TASK OBJECTIVE
Please set down the data again exactly, minus the pictures.

DATA EXTRACT
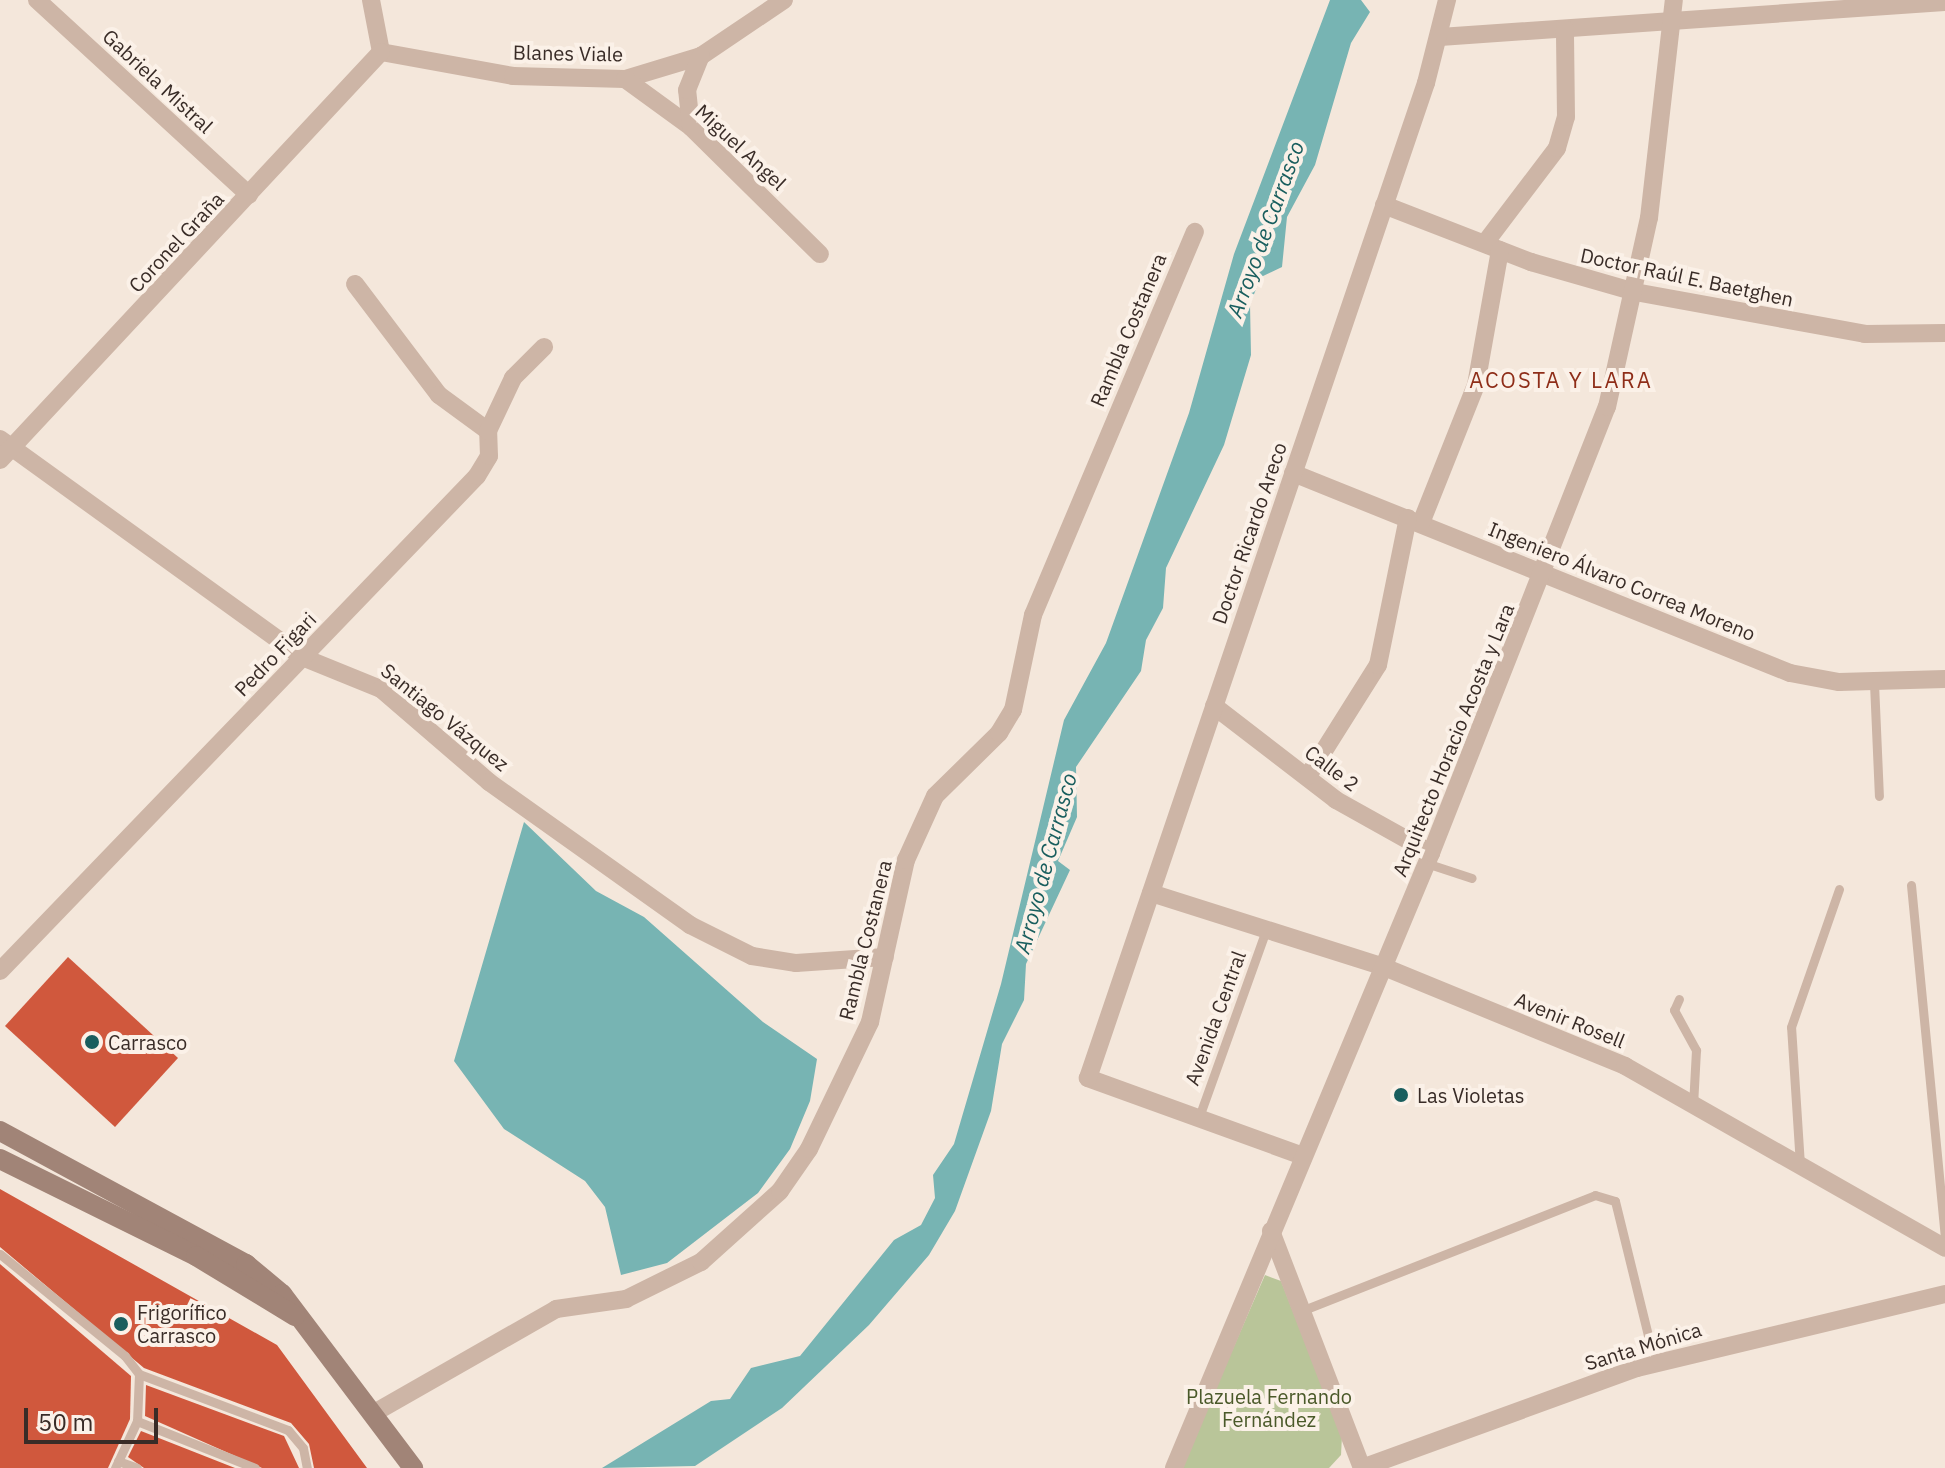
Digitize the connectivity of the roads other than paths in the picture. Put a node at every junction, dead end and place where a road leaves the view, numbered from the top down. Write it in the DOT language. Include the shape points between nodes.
graph roads {
  1 [pos="37,0"];
  2 [pos="371,0"];
  3 [pos="784,0"];
  4 [pos="1447,0"];
  5 [pos="1674,0"];
  6 [pos="1945,2"];
  7 [pos="1673,21"];
  8 [pos="1565,29"];
  9 [pos="1440,37"];
  10 [pos="381,52"];
  11 [pos="701,56"];
  12 [pos="625,79"];
  13 [pos="691,127"];
  14 [pos="249,195"];
  15 [pos="1384,205"];
  16 [pos="1195,232"];
  17 [pos="1492,246"];
  18 [pos="820,254"];
  19 [pos="355,284"];
  20 [pos="1635,292"];
  21 [pos="1945,333"];
  22 [pos="544,347"];
  23 [pos="488,431"];
  24 [pos="5,449"];
  25 [pos="1293,473"];
  26 [pos="1414,520"];
  27 [pos="1546,571"];
  28 [pos="302,657"];
  29 [pos="1945,679"];
  30 [pos="1874,683"];
  31 [pos="1214,706"];
  32 [pos="1308,776"];
  33 [pos="1879,796"];
  34 [pos="1428,858"];
  35 [pos="1472,878"];
  36 [pos="1911,885"];
  37 [pos="1839,889"];
  38 [pos="1151,893"];
  39 [pos="1266,930"];
  40 [pos="885,957"];
  41 [pos="1384,967"];
  42 [pos="0,971"];
  43 [pos="1679,999"];
  44 [pos="1693,1105"];
  45 [pos="1199,1117"];
  46 [pos="0,1131"];
  47 [pos="1303,1156"];
  48 [pos="0,1159"];
  49 [pos="1800,1165"];
  50 [pos="1271,1231"];
  51 [pos="1945,1240"];
  52 [pos="1945,1248"];
  53 [pos="0,1254"];
  54 [pos="1945,1294"];
  55 [pos="1301,1311"];
  56 [pos="295,1316"];
  57 [pos="1655,1364"];
  58 [pos="139,1374"];
  59 [pos="374,1413"];
  60 [pos="137,1421"];
  61 [pos="117,1465"];
  62 [pos="137,1468"];
  63 [pos="255,1468"];
  64 [pos="307,1468"];
  65 [pos="413,1468"];
  66 [pos="1174,1468"];
  67 [pos="1362,1468"];
  1 -- 14 [label="street, Gabriela Mistral"];
  2 -- 10 [label="street"];
  3 -- 11 [label="street, Blanes Viale"];
  4 -- 9 [label="street, Doctor Ricardo Areco"];
  5 -- 7 [label="street, Arquitecto Horacio Acosta y Lara"];
  6 -- 7 [label="street"];
  7 -- 8 [label="street"];
  7 -- 20 [label="street, Arquitecto Horacio Acosta y Lara"];
  8 -- 9 [label="street"];
  8 -- 17 [label="street" via="1566,117 1557,148"];
  9 -- 15 [label="street, Doctor Ricardo Areco"];
  10 -- 12 [label="street, Blanes Viale" via="513,76"];
  10 -- 14 [label="street, Coronel Graña"];
  11 -- 12 [label="street, Blanes Viale"];
  11 -- 13 [label="street" via="687,90"];
  12 -- 13 [label="street, Miguel Angel"];
  13 -- 18 [label="street, Miguel Angel"];
  14 -- 24 [label="street, Coronel Graña"];
  15 -- 17 [label="street, Doctor Raúl E. Baetghen"];
  15 -- 25 [label="street, Doctor Ricardo Areco"];
  16 -- 40 [label="street, Rambla Costanera" via="1033,615 1013,710 999,733 935,796 906,860"];
  17 -- 20 [label="street, Doctor Raúl E. Baetghen"];
  17 -- 26 [label="street" via="1476,385"];
  19 -- 23 [label="street" via="439,395"];
  20 -- 21 [label="street, Doctor Raúl E. Baetghen" via="1865,334"];
  20 -- 27 [label="street, Arquitecto Horacio Acosta y Lara" via="1607,407"];
  22 -- 23 [label="street, Pedro Figari" via="513,378"];
  23 -- 28 [label="street, Pedro Figari" via="489,456 477,476"];
  24 -- 28 [label="street, Santiago Vázquez"];
  25 -- 26 [label="street, Ingeniero Álvaro Correa Moreno"];
  25 -- 31 [label="street, Doctor Ricardo Areco"];
  26 -- 27 [label="street, Ingeniero Álvaro Correa Moreno"];
  26 -- 32 [label="street" via="1378,665"];
  27 -- 30 [label="street, Ingeniero Álvaro Correa Moreno" via="1555,581 1790,673"];
  27 -- 34 [label="street, Arquitecto Horacio Acosta y Lara"];
  28 -- 40 [label="street, Santiago Vázquez" via="381,689 489,782 690,925 752,956 796,963"];
  28 -- 42 [label="street, Pedro Figari"];
  29 -- 30 [label="street, Ingeniero Álvaro Correa Moreno"];
  30 -- 33 [label="lane"];
  31 -- 32 [label="street, Calle 2"];
  31 -- 38 [label="street, Doctor Ricardo Areco"];
  32 -- 34 [label="street, Calle 2"];
  34 -- 35 [label="lane"];
  34 -- 41 [label="street, Arquitecto Horacio Acosta y Lara"];
  36 -- 51 [label="lane"];
  37 -- 49 [label="lane" via="1832,924 1791,1027"];
  38 -- 39 [label="street, Avenir Rosell"];
  38 -- 45 [label="street, Doctor Ricardo Areco" via="1088,1078"];
  39 -- 41 [label="street, Avenir Rosell"];
  39 -- 45 [label="lane, Avenida Central"];
  40 -- 59 [label="street, Rambla Costanera" via="870,1022 809,1149 780,1191 735,1232 701,1262 626,1299 556,1309 502,1335"];
  41 -- 44 [label="street, Avenir Rosell" via="1625,1066"];
  41 -- 47 [label="street, Arquitecto Horacio Acosta y Lara"];
  43 -- 44 [label="lane" via="1674,1010 1696,1050"];
  44 -- 49 [label="street, Avenir Rosell"];
  45 -- 47 [label="street"];
  46 -- 56 [label="main road" via="204,1236 282,1294"];
  47 -- 50 [label="street, Arquitecto Horacio Acosta y Lara"];
  48 -- 56 [label="main road" via="196,1256"];
  49 -- 52 [label="street, Avenir Rosell"];
  50 -- 55 [label="street"];
  50 -- 66 [label="street, Arquitecto Horacio Acosta y Lara"];
  53 -- 58 [label="lane" via="125,1356"];
  54 -- 57 [label="street, Santa Mónica"];
  55 -- 57 [label="lane" via="1595,1195 1615,1201"];
  55 -- 67 [label="street"];
  56 -- 59 [label="main road"];
  57 -- 67 [label="street, Santa Mónica"];
  58 -- 60 [label="lane"];
  58 -- 64 [label="lane" via="288,1430 303,1448"];
  59 -- 65 [label="main road"];
  60 -- 61 [label="lane"];
  60 -- 63 [label="lane"];
  61 -- 62 [label="lane"];
}
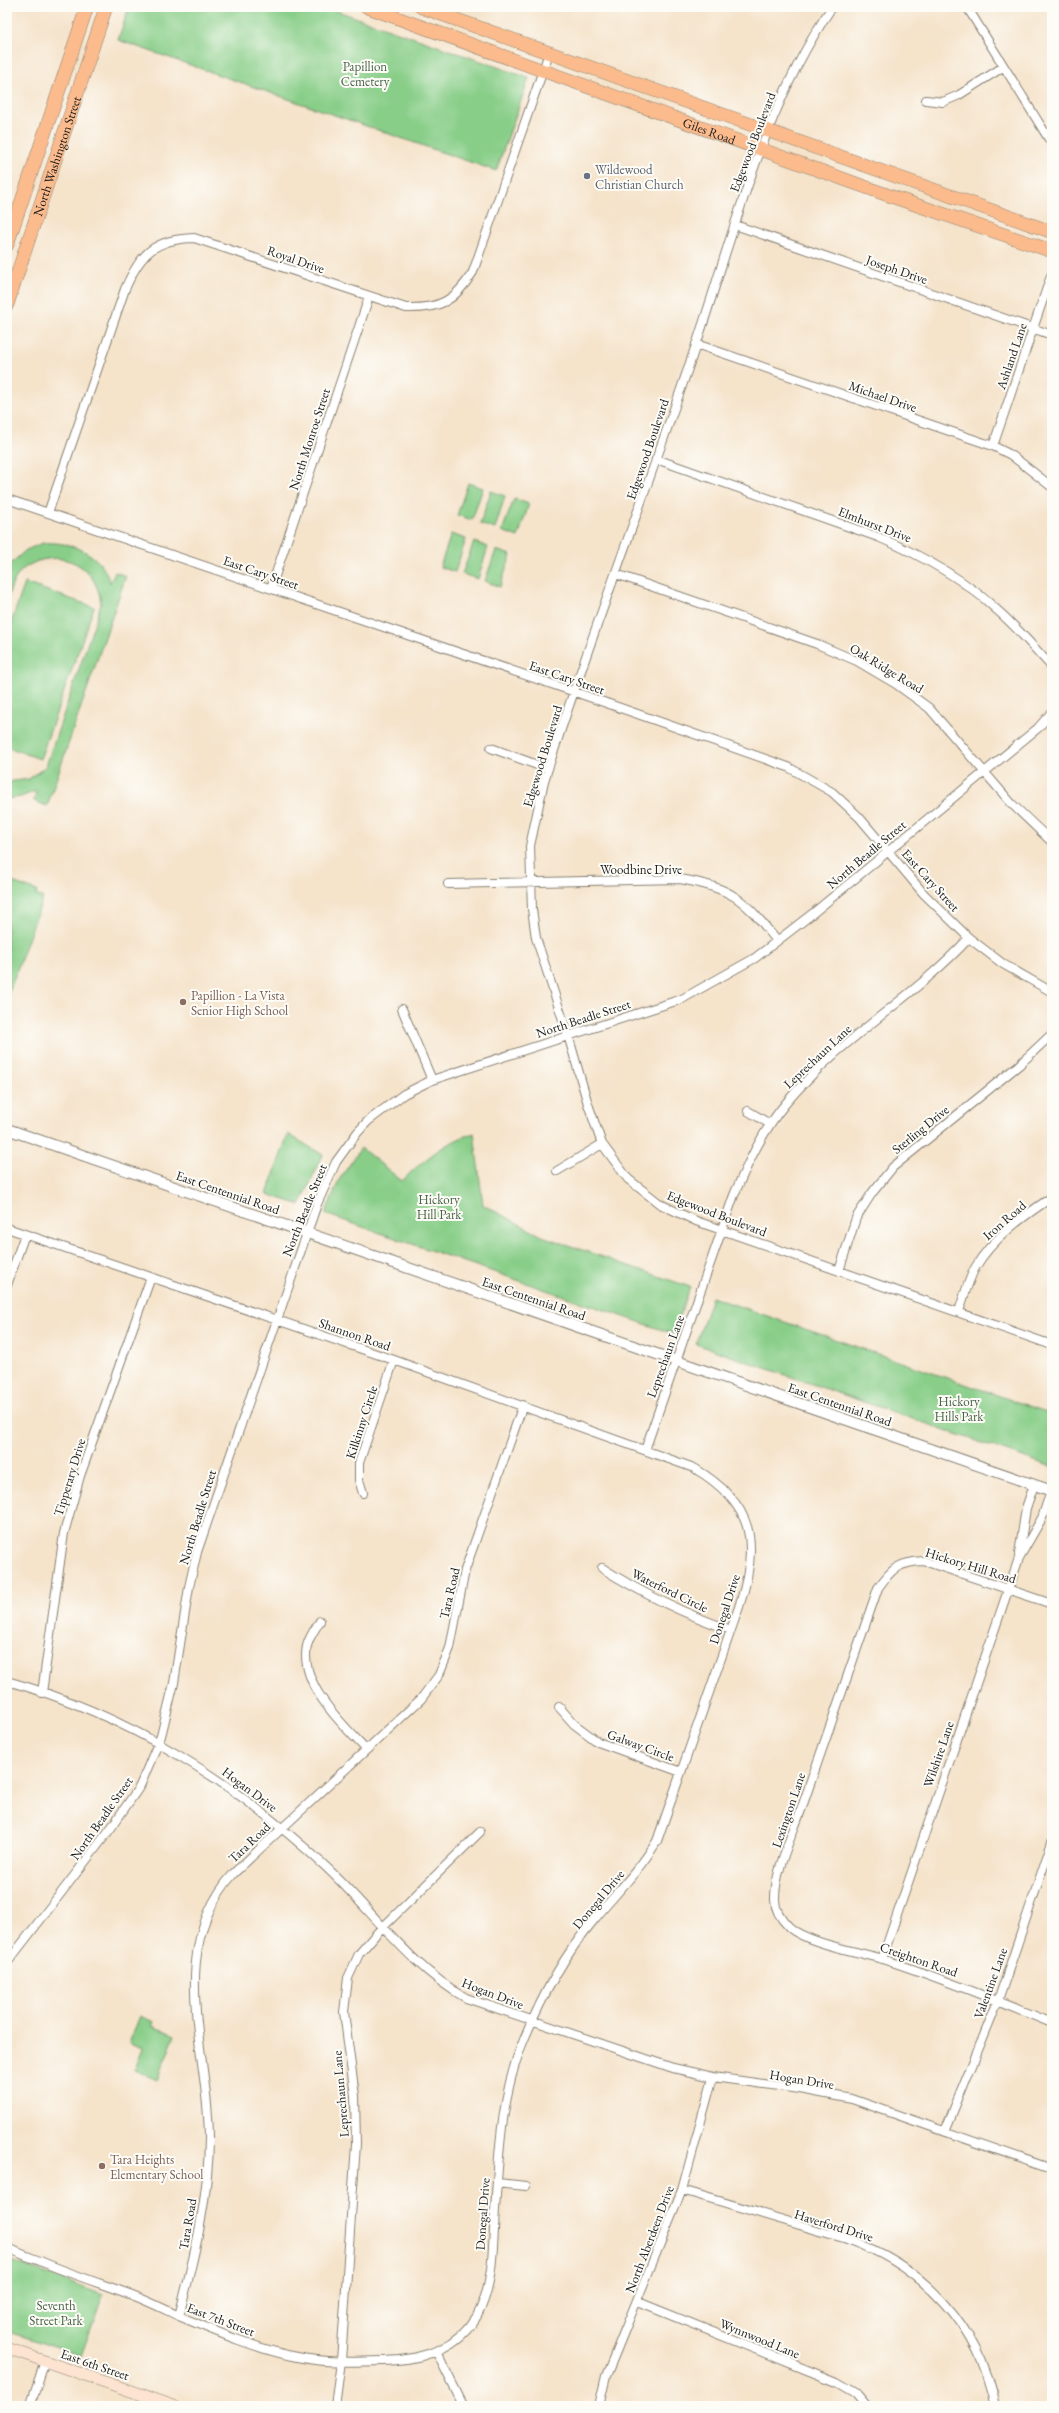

PROBLEM SOLUTION
Digitize the connectivity of the roads other than paths in the picture. Put a node at every junction, dead end and place where a road leaves the view, numbered from the top down. Write it in the DOT language. Include the shape points between nodes.
graph roads {
  1 [pos="37,0"];
  2 [pos="371,0"];
  3 [pos="784,0"];
  4 [pos="1447,0"];
  5 [pos="1674,0"];
  6 [pos="1945,2"];
  7 [pos="1673,21"];
  8 [pos="1565,29"];
  9 [pos="1440,37"];
  10 [pos="381,52"];
  11 [pos="701,56"];
  12 [pos="625,79"];
  13 [pos="691,127"];
  14 [pos="249,195"];
  15 [pos="1384,205"];
  16 [pos="1195,232"];
  17 [pos="1492,246"];
  18 [pos="820,254"];
  19 [pos="355,284"];
  20 [pos="1635,292"];
  21 [pos="1945,333"];
  22 [pos="544,347"];
  23 [pos="488,431"];
  24 [pos="5,449"];
  25 [pos="1293,473"];
  26 [pos="1414,520"];
  27 [pos="1546,571"];
  28 [pos="302,657"];
  29 [pos="1945,679"];
  30 [pos="1874,683"];
  31 [pos="1214,706"];
  32 [pos="1308,776"];
  33 [pos="1879,796"];
  34 [pos="1428,858"];
  35 [pos="1472,878"];
  36 [pos="1911,885"];
  37 [pos="1839,889"];
  38 [pos="1151,893"];
  39 [pos="1266,930"];
  40 [pos="885,957"];
  41 [pos="1384,967"];
  42 [pos="0,971"];
  43 [pos="1679,999"];
  44 [pos="1693,1105"];
  45 [pos="1199,1117"];
  46 [pos="0,1131"];
  47 [pos="1303,1156"];
  48 [pos="0,1159"];
  49 [pos="1800,1165"];
  50 [pos="1271,1231"];
  51 [pos="1945,1240"];
  52 [pos="1945,1248"];
  53 [pos="0,1254"];
  54 [pos="1945,1294"];
  55 [pos="1301,1311"];
  56 [pos="295,1316"];
  57 [pos="1655,1364"];
  58 [pos="139,1374"];
  59 [pos="374,1413"];
  60 [pos="137,1421"];
  61 [pos="117,1465"];
  62 [pos="137,1468"];
  63 [pos="255,1468"];
  64 [pos="307,1468"];
  65 [pos="413,1468"];
  66 [pos="1174,1468"];
  67 [pos="1362,1468"];
  1 -- 14 [label="street, Gabriela Mistral"];
  2 -- 10 [label="street"];
  3 -- 11 [label="street, Blanes Viale"];
  4 -- 9 [label="street, Doctor Ricardo Areco"];
  5 -- 7 [label="street, Arquitecto Horacio Acosta y Lara"];
  6 -- 7 [label="street"];
  7 -- 8 [label="street"];
  7 -- 20 [label="street, Arquitecto Horacio Acosta y Lara"];
  8 -- 9 [label="street"];
  8 -- 17 [label="street" via="1566,117 1557,148"];
  9 -- 15 [label="street, Doctor Ricardo Areco"];
  10 -- 12 [label="street, Blanes Viale" via="513,76"];
  10 -- 14 [label="street, Coronel Graña"];
  11 -- 12 [label="street, Blanes Viale"];
  11 -- 13 [label="street" via="687,90"];
  12 -- 13 [label="street, Miguel Angel"];
  13 -- 18 [label="street, Miguel Angel"];
  14 -- 24 [label="street, Coronel Graña"];
  15 -- 17 [label="street, Doctor Raúl E. Baetghen"];
  15 -- 25 [label="street, Doctor Ricardo Areco"];
  16 -- 40 [label="street, Rambla Costanera" via="1033,615 1013,710 999,733 935,796 906,860"];
  17 -- 20 [label="street, Doctor Raúl E. Baetghen"];
  17 -- 26 [label="street" via="1476,385"];
  19 -- 23 [label="street" via="439,395"];
  20 -- 21 [label="street, Doctor Raúl E. Baetghen" via="1865,334"];
  20 -- 27 [label="street, Arquitecto Horacio Acosta y Lara" via="1607,407"];
  22 -- 23 [label="street, Pedro Figari" via="513,378"];
  23 -- 28 [label="street, Pedro Figari" via="489,456 477,476"];
  24 -- 28 [label="street, Santiago Vázquez"];
  25 -- 26 [label="street, Ingeniero Álvaro Correa Moreno"];
  25 -- 31 [label="street, Doctor Ricardo Areco"];
  26 -- 27 [label="street, Ingeniero Álvaro Correa Moreno"];
  26 -- 32 [label="street" via="1378,665"];
  27 -- 30 [label="street, Ingeniero Álvaro Correa Moreno" via="1555,581 1790,673"];
  27 -- 34 [label="street, Arquitecto Horacio Acosta y Lara"];
  28 -- 40 [label="street, Santiago Vázquez" via="381,689 489,782 690,925 752,956 796,963"];
  28 -- 42 [label="street, Pedro Figari"];
  29 -- 30 [label="street, Ingeniero Álvaro Correa Moreno"];
  30 -- 33 [label="lane"];
  31 -- 32 [label="street, Calle 2"];
  31 -- 38 [label="street, Doctor Ricardo Areco"];
  32 -- 34 [label="street, Calle 2"];
  34 -- 35 [label="lane"];
  34 -- 41 [label="street, Arquitecto Horacio Acosta y Lara"];
  36 -- 51 [label="lane"];
  37 -- 49 [label="lane" via="1832,924 1791,1027"];
  38 -- 39 [label="street, Avenir Rosell"];
  38 -- 45 [label="street, Doctor Ricardo Areco" via="1088,1078"];
  39 -- 41 [label="street, Avenir Rosell"];
  39 -- 45 [label="lane, Avenida Central"];
  40 -- 59 [label="street, Rambla Costanera" via="870,1022 809,1149 780,1191 735,1232 701,1262 626,1299 556,1309 502,1335"];
  41 -- 44 [label="street, Avenir Rosell" via="1625,1066"];
  41 -- 47 [label="street, Arquitecto Horacio Acosta y Lara"];
  43 -- 44 [label="lane" via="1674,1010 1696,1050"];
  44 -- 49 [label="street, Avenir Rosell"];
  45 -- 47 [label="street"];
  46 -- 56 [label="main road" via="204,1236 282,1294"];
  47 -- 50 [label="street, Arquitecto Horacio Acosta y Lara"];
  48 -- 56 [label="main road" via="196,1256"];
  49 -- 52 [label="street, Avenir Rosell"];
  50 -- 55 [label="street"];
  50 -- 66 [label="street, Arquitecto Horacio Acosta y Lara"];
  53 -- 58 [label="lane" via="125,1356"];
  54 -- 57 [label="street, Santa Mónica"];
  55 -- 57 [label="lane" via="1595,1195 1615,1201"];
  55 -- 67 [label="street"];
  56 -- 59 [label="main road"];
  57 -- 67 [label="street, Santa Mónica"];
  58 -- 60 [label="lane"];
  58 -- 64 [label="lane" via="288,1430 303,1448"];
  59 -- 65 [label="main road"];
  60 -- 61 [label="lane"];
  60 -- 63 [label="lane"];
  61 -- 62 [label="lane"];
}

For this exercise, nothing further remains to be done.